En mars 2023, le HCR a mis en garde sur le fait que le projet de loi sur l’immigration illégale équivaudrait à une interdiction d’asile. La Commissaire aux droits de l’homme du Conseil de l’Europe et le Groupe d’experts sur la lutte contre la traite des êtres humains ont tous deux fait part de leur profonde inquiétude face à la régression qui consiste à refuser toute protection aux victimes de la traite et aux enfants, voire à les exposer à des abus.

Les dispositions de ce projet de loi constituent une distorsion délibérée des conventions fondamentales des Nations unies et européennes, que le Royaume-Uni a lui-même contribué à élaborer. Ces dispositions compromettraient le droit à un recours effectif, violeraient le principe de non-refoulement, mettraient en danger les victimes du travail forcé et de l’esclavage moderne, et priveraient les demandeurs d’une protection internationale de leur droit à demander l’asile, sans tenir compte de l’intérêt supérieur de l’enfant. L’amendement proposé par le gouvernement au projet de loi annoncé cette semaine, remettant en question l’obligation prévue à l’article 34 de la Convention européenne des droits de l’homme de respecter les mesures provisoires, est extrêmement préoccupant.

La non-discrimination, la non-pénalisation et le non-refoulement sont les piliers de la Convention relative au statut des réfugiés qui exigent un accès effectif à des procédures équitables et individualisées. Dans la pratique, l’application de ces principes fondamentaux peut s’avérer difficile pour les autorités nationales et locales lorsqu’il s’agit de statuer équitablement sur les demandes individuelles. Néanmoins, les changements législatifs répétés au Royaume-Uni aboutissent à la suppression d’une protection indispensable pour les réfugiés et les victimes de la traite, ce qui constitue un grave manque de respect des normes fondamentales relatives aux droits humains. De telles mesures ne constituent pas une réponse politique valable au regard des questions en jeu.

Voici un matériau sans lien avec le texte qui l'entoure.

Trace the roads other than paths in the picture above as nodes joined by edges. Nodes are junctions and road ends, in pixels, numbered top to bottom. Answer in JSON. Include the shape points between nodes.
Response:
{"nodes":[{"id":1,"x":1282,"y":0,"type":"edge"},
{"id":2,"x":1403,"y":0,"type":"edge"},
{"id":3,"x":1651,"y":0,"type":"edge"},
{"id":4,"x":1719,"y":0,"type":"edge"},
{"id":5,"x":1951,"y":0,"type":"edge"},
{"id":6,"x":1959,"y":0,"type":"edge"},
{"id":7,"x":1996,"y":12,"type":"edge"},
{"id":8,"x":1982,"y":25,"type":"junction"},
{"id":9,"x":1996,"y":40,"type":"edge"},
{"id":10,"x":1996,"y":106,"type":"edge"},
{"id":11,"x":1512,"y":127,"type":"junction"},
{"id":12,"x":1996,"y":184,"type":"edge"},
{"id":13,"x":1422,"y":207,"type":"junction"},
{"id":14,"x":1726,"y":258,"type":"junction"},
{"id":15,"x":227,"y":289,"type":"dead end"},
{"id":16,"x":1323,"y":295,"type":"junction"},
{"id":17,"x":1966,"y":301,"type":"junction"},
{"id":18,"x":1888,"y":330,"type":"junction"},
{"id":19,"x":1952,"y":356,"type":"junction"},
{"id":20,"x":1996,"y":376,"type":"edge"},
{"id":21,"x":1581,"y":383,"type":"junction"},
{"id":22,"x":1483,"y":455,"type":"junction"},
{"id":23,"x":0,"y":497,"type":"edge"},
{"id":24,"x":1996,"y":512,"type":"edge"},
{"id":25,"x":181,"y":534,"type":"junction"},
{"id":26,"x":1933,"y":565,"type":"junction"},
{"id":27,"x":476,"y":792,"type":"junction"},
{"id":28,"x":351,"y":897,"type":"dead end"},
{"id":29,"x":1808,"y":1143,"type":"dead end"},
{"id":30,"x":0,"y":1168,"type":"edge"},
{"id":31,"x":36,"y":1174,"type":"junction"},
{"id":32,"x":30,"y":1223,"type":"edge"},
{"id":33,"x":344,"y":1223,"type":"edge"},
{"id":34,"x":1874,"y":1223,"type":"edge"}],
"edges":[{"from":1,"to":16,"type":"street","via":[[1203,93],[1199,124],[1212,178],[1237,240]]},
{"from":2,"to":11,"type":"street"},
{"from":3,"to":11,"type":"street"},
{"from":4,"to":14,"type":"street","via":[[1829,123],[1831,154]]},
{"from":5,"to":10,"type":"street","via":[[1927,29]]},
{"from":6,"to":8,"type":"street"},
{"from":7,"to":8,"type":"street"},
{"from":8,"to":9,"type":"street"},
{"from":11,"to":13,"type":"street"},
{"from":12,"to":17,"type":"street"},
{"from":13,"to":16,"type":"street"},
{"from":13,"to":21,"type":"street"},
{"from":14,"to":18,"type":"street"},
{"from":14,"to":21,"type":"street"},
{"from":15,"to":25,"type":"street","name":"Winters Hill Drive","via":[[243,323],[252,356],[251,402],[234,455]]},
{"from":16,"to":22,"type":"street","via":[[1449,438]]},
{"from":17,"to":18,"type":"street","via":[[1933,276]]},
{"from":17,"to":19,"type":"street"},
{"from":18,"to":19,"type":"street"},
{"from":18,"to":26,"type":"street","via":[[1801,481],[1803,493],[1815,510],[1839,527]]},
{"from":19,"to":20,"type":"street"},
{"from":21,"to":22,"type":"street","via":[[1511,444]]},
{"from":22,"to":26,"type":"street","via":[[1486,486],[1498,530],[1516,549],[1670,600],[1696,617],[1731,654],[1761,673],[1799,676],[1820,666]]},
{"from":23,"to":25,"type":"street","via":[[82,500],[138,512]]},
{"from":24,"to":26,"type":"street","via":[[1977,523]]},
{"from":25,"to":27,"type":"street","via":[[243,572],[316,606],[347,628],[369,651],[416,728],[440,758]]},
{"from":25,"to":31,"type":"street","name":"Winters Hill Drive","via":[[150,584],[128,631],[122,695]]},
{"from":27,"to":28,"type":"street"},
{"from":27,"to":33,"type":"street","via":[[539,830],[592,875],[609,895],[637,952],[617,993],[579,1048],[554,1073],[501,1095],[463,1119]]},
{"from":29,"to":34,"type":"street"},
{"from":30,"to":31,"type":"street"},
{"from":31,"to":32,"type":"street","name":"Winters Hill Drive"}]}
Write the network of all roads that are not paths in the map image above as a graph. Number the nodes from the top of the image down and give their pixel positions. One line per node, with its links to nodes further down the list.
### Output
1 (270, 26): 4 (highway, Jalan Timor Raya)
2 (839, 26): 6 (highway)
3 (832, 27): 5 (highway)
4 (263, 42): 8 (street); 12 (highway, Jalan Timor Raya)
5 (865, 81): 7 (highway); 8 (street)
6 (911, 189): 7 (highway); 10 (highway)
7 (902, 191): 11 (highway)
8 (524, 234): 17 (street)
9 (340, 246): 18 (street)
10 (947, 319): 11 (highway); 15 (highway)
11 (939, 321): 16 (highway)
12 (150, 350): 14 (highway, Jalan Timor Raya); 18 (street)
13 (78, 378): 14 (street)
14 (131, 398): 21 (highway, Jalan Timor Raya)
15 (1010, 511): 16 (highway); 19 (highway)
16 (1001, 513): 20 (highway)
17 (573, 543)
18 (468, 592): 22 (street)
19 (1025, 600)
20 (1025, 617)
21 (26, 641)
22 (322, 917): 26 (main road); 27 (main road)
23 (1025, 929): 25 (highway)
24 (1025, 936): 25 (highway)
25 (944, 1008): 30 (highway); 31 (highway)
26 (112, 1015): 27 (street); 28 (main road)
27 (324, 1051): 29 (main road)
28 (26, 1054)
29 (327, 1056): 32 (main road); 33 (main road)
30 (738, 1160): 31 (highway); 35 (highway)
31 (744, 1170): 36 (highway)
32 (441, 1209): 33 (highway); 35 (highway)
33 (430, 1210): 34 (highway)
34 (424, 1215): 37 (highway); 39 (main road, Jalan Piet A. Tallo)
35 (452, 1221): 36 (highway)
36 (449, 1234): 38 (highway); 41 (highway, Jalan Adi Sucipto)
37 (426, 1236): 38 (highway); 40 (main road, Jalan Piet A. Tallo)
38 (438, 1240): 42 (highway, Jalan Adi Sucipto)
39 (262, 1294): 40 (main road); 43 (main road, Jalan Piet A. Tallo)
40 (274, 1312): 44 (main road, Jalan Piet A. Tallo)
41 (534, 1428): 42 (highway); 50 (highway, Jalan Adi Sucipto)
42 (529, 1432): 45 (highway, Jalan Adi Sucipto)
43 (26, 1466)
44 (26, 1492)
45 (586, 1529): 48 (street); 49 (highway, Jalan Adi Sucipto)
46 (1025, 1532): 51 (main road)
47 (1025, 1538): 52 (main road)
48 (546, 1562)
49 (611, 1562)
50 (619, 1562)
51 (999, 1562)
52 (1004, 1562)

Récemment, l’APCE a approuvé à l’unanimité un rapport commémorant le 70e anniversaire de la Convention relative au statut des réfugiés, appelant à une solidarité accrue et efficace dans toute l’Europe pour défendre les droits des demandeurs d’asile. Le Conseil de l’Europe et ses États membres devraient renouveler leur engagement en faveur de ces principes fondamentaux."